- [INSTRUCTIONS FOR THE TASK]
Start to finish, write out the entries exactly, leaving the pictures aside.

── RECORDS SHOWN

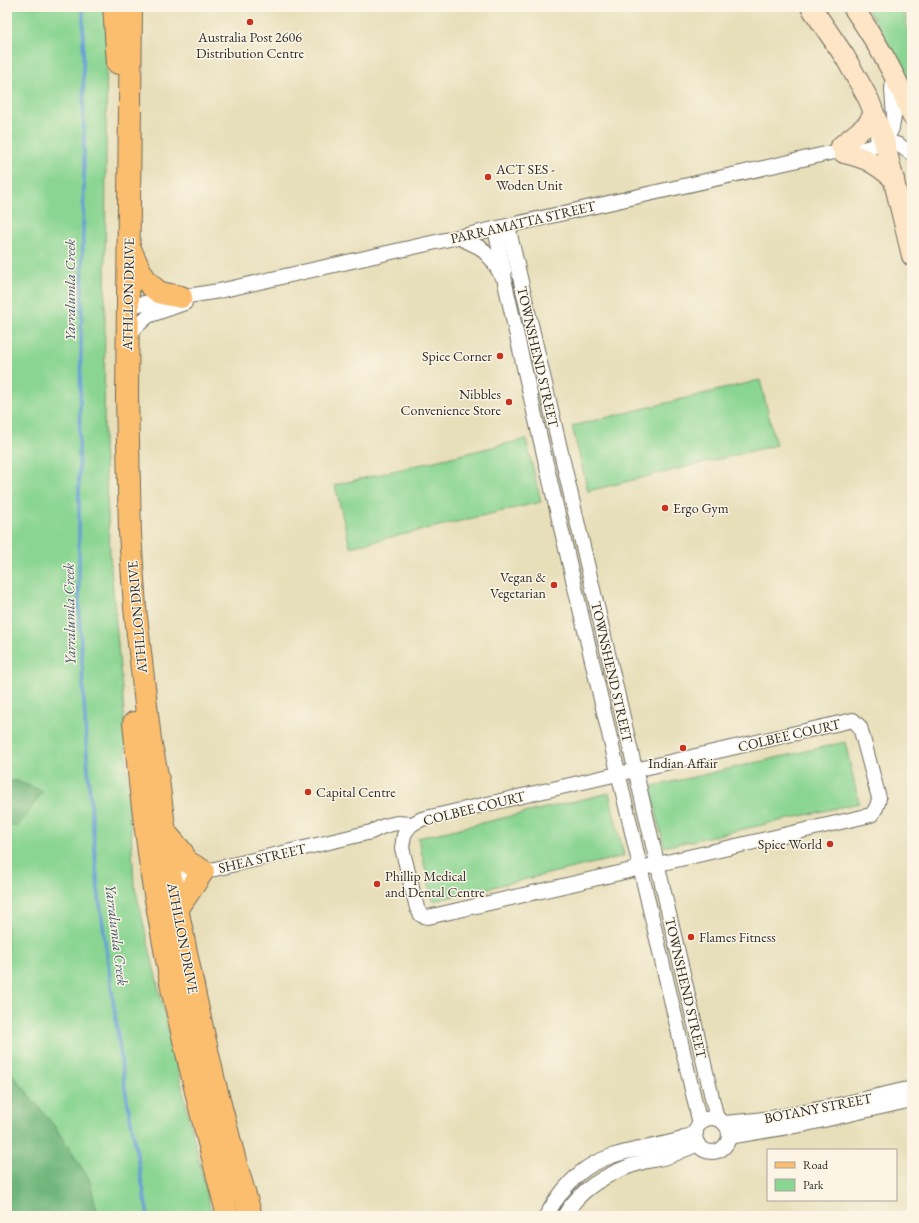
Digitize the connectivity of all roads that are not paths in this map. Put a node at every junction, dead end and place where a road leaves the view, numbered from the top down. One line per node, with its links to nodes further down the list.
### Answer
1 (114, 7): 20 (main road, ATHLLON DRIVE)
2 (132, 7): 14 (main road, ATHLLON DRIVE)
3 (811, 7): 6 (main road)
4 (853, 7): 5 (main road)
5 (893, 75): 7 (main road); 8 (street)
6 (874, 114): 8 (main road); 9 (main road)
7 (912, 116)
8 (884, 140): 9 (street, PARRAMATTA STREET); 10 (street); 11 (main road)
9 (840, 150): 11 (main road); 12 (street, PARRAMATTA STREET)
10 (912, 154)
11 (894, 179): 15 (main road)
12 (501, 227): 13 (street, PARRAMATTA STREET); 16 (street, TOWNSHEND STREET); 21 (street, TOWNSHEND STREET)
13 (458, 237): 16 (street, TOWNSHEND STREET); 17 (street, PARRAMATTA STREET)
14 (129, 246): 18 (main road); 19 (main road, ATHLLON DRIVE)
15 (912, 256)
16 (505, 282): 22 (street, TOWNSHEND STREET)
17 (212, 292): 18 (street, PARRAMATTA STREET); 20 (street, PARRAMATTA STREET)
18 (180, 297): 19 (street, PARRAMATTA STREET)
19 (128, 307): 20 (main road)
20 (120, 341): 24 (main road, ATHLLON DRIVE); 30 (main road, ATHLLON DRIVE)
21 (635, 770): 22 (street, COLBEE COURT); 27 (street, TOWNSHEND STREET); 27 (street, COLBEE COURT)
22 (618, 774): 23 (street, COLBEE COURT); 28 (street, TOWNSHEND STREET)
23 (412, 824): 25 (street, SHEA STREET); 26 (street, COLBEE COURT)
24 (164, 831): 29 (main road); 30 (main road, ATHLLON DRIVE)
25 (371, 832): 26 (street, SHEA STREET); 29 (street, SHEA STREET)
26 (402, 848): 28 (street, COLBEE COURT)
27 (657, 864): 28 (street, COLBEE COURT); 34 (street, TOWNSHEND STREET)
28 (640, 868): 35 (street, TOWNSHEND STREET)
29 (203, 871): 30 (street, SHEA STREET); 31 (main road)
30 (162, 881): 31 (main road, ATHLLON DRIVE); 37 (main road, ATHLLON DRIVE)
31 (178, 908): 38 (main road, ATHLLON DRIVE)
32 (912, 1088): 34 (street, BOTANY STREET)
33 (912, 1100): 36 (street, BOTANY STREET)
34 (720, 1121): 35 (street); 36 (street)
35 (698, 1134): 36 (street); 39 (street); 40 (street)
36 (729, 1137)
37 (228, 1216)
38 (251, 1216)
39 (546, 1216)
40 (564, 1216)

────

- [TASK SOLUTION]
Digitize the connectivity of all roads that are not paths in this map. Put a node at every junction, dead end and place where a road leaves the view, numbered from the top down. One line per node, with its links to nodes further down the list.
### Answer
1 (114, 7): 20 (main road, ATHLLON DRIVE)
2 (132, 7): 14 (main road, ATHLLON DRIVE)
3 (811, 7): 6 (main road)
4 (853, 7): 5 (main road)
5 (893, 75): 7 (main road); 8 (street)
6 (874, 114): 8 (main road); 9 (main road)
7 (912, 116)
8 (884, 140): 9 (street, PARRAMATTA STREET); 10 (street); 11 (main road)
9 (840, 150): 11 (main road); 12 (street, PARRAMATTA STREET)
10 (912, 154)
11 (894, 179): 15 (main road)
12 (501, 227): 13 (street, PARRAMATTA STREET); 16 (street, TOWNSHEND STREET); 21 (street, TOWNSHEND STREET)
13 (458, 237): 16 (street, TOWNSHEND STREET); 17 (street, PARRAMATTA STREET)
14 (129, 246): 18 (main road); 19 (main road, ATHLLON DRIVE)
15 (912, 256)
16 (505, 282): 22 (street, TOWNSHEND STREET)
17 (212, 292): 18 (street, PARRAMATTA STREET); 20 (street, PARRAMATTA STREET)
18 (180, 297): 19 (street, PARRAMATTA STREET)
19 (128, 307): 20 (main road)
20 (120, 341): 24 (main road, ATHLLON DRIVE); 30 (main road, ATHLLON DRIVE)
21 (635, 770): 22 (street, COLBEE COURT); 27 (street, TOWNSHEND STREET); 27 (street, COLBEE COURT)
22 (618, 774): 23 (street, COLBEE COURT); 28 (street, TOWNSHEND STREET)
23 (412, 824): 25 (street, SHEA STREET); 26 (street, COLBEE COURT)
24 (164, 831): 29 (main road); 30 (main road, ATHLLON DRIVE)
25 (371, 832): 26 (street, SHEA STREET); 29 (street, SHEA STREET)
26 (402, 848): 28 (street, COLBEE COURT)
27 (657, 864): 28 (street, COLBEE COURT); 34 (street, TOWNSHEND STREET)
28 (640, 868): 35 (street, TOWNSHEND STREET)
29 (203, 871): 30 (street, SHEA STREET); 31 (main road)
30 (162, 881): 31 (main road, ATHLLON DRIVE); 37 (main road, ATHLLON DRIVE)
31 (178, 908): 38 (main road, ATHLLON DRIVE)
32 (912, 1088): 34 (street, BOTANY STREET)
33 (912, 1100): 36 (street, BOTANY STREET)
34 (720, 1121): 35 (street); 36 (street)
35 (698, 1134): 36 (street); 39 (street); 40 (street)
36 (729, 1137)
37 (228, 1216)
38 (251, 1216)
39 (546, 1216)
40 (564, 1216)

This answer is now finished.